● **SOURCE MATERIAL**:
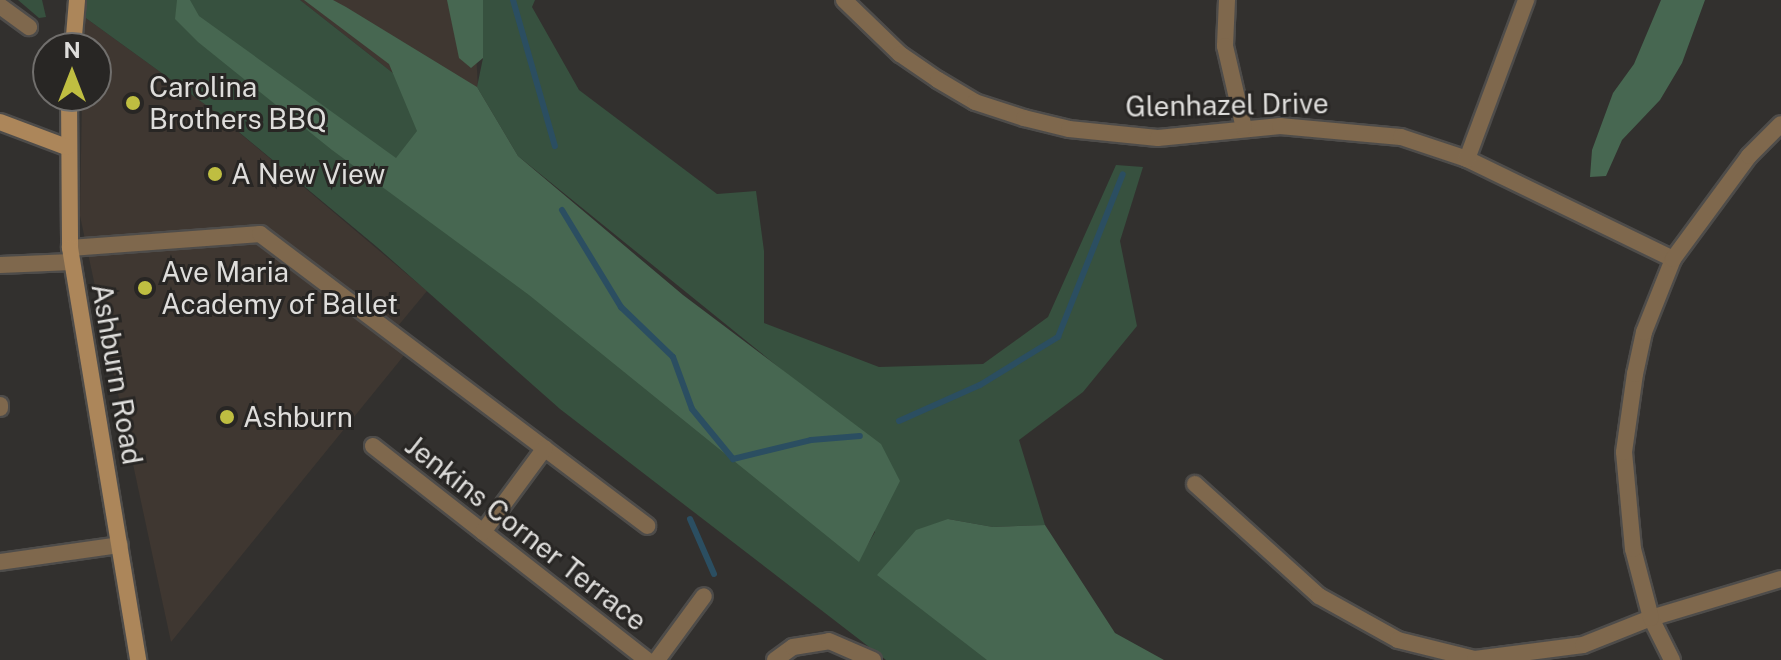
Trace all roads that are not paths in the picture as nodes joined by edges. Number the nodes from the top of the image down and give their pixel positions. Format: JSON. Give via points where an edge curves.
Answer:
{"nodes":[{"id":1,"x":77,"y":0,"type":"edge"},
{"id":2,"x":844,"y":0,"type":"edge"},
{"id":3,"x":1227,"y":0,"type":"edge"},
{"id":4,"x":1526,"y":0,"type":"edge"},
{"id":5,"x":0,"y":6,"type":"edge"},
{"id":6,"x":29,"y":27,"type":"dead end"},
{"id":7,"x":74,"y":32,"type":"edge"},
{"id":8,"x":68,"y":112,"type":"edge"},
{"id":9,"x":0,"y":122,"type":"edge"},
{"id":10,"x":1781,"y":124,"type":"edge"},
{"id":11,"x":1244,"y":128,"type":"junction"},
{"id":12,"x":66,"y":147,"type":"junction"},
{"id":13,"x":1467,"y":159,"type":"junction"},
{"id":14,"x":71,"y":255,"type":"junction"},
{"id":15,"x":1673,"y":259,"type":"junction"},
{"id":16,"x":0,"y":265,"type":"edge"},
{"id":17,"x":373,"y":446,"type":"dead end"},
{"id":18,"x":545,"y":448,"type":"junction"},
{"id":19,"x":1195,"y":484,"type":"dead end"},
{"id":20,"x":647,"y":526,"type":"dead end"},
{"id":21,"x":483,"y":532,"type":"junction"},
{"id":22,"x":120,"y":545,"type":"junction"},
{"id":23,"x":0,"y":562,"type":"edge"},
{"id":24,"x":1781,"y":579,"type":"edge"},
{"id":25,"x":704,"y":596,"type":"dead end"},
{"id":26,"x":1651,"y":618,"type":"junction"},
{"id":27,"x":138,"y":660,"type":"edge"},
{"id":28,"x":647,"y":660,"type":"edge"},
{"id":29,"x":657,"y":660,"type":"edge"},
{"id":30,"x":775,"y":660,"type":"edge"},
{"id":31,"x":873,"y":660,"type":"edge"},
{"id":32,"x":1672,"y":660,"type":"edge"}],
"edges":[{"from":1,"to":7,"type":"main road"},
{"from":2,"to":11,"type":"street","name":"Glenhazel Drive","via":[[900,54],[975,102],[1069,129],[1110,134],[1158,138]]},
{"from":3,"to":11,"type":"street","via":[[1225,46]]},
{"from":4,"to":13,"type":"street"},
{"from":5,"to":6,"type":"street"},
{"from":8,"to":12,"type":"main road","name":"Ashburn Road"},
{"from":9,"to":12,"type":"main road"},
{"from":10,"to":15,"type":"street","via":[[1749,156]]},
{"from":11,"to":13,"type":"street","name":"Glenhazel Drive","via":[[1349,129],[1401,137]]},
{"from":12,"to":14,"type":"main road","name":"Ashburn Road"},
{"from":13,"to":15,"type":"street","name":"Glenhazel Drive"},
{"from":14,"to":16,"type":"street"},
{"from":14,"to":18,"type":"street","via":[[260,234]]},
{"from":14,"to":22,"type":"main road","name":"Ashburn Road"},
{"from":15,"to":26,"type":"street","via":[[1644,332],[1624,452],[1633,549]]},
{"from":17,"to":21,"type":"street","name":"Jenkins Corner Terrace"},
{"from":18,"to":20,"type":"street"},
{"from":18,"to":21,"type":"street"},
{"from":19,"to":26,"type":"street","via":[[1319,596],[1398,640],[1434,652],[1475,659],[1531,656],[1583,645]]},
{"from":21,"to":28,"type":"street","name":"Jenkins Corner Terrace"},
{"from":22,"to":23,"type":"street"},
{"from":22,"to":27,"type":"main road","name":"Ashburn Road"},
{"from":24,"to":26,"type":"street"},
{"from":25,"to":29,"type":"street"},
{"from":26,"to":32,"type":"street"},
{"from":30,"to":31,"type":"street","via":[[793,647],[829,641]]}]}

● **THE PROBLEM**: Look through the data and show every line containing "Jenkins".

● **RESPONSE TO THIS EXERCISE**:
{"from":17,"to":21,"type":"street","name":"Jenkins Corner Terrace"},
{"from":21,"to":28,"type":"street","name":"Jenkins Corner Terrace"},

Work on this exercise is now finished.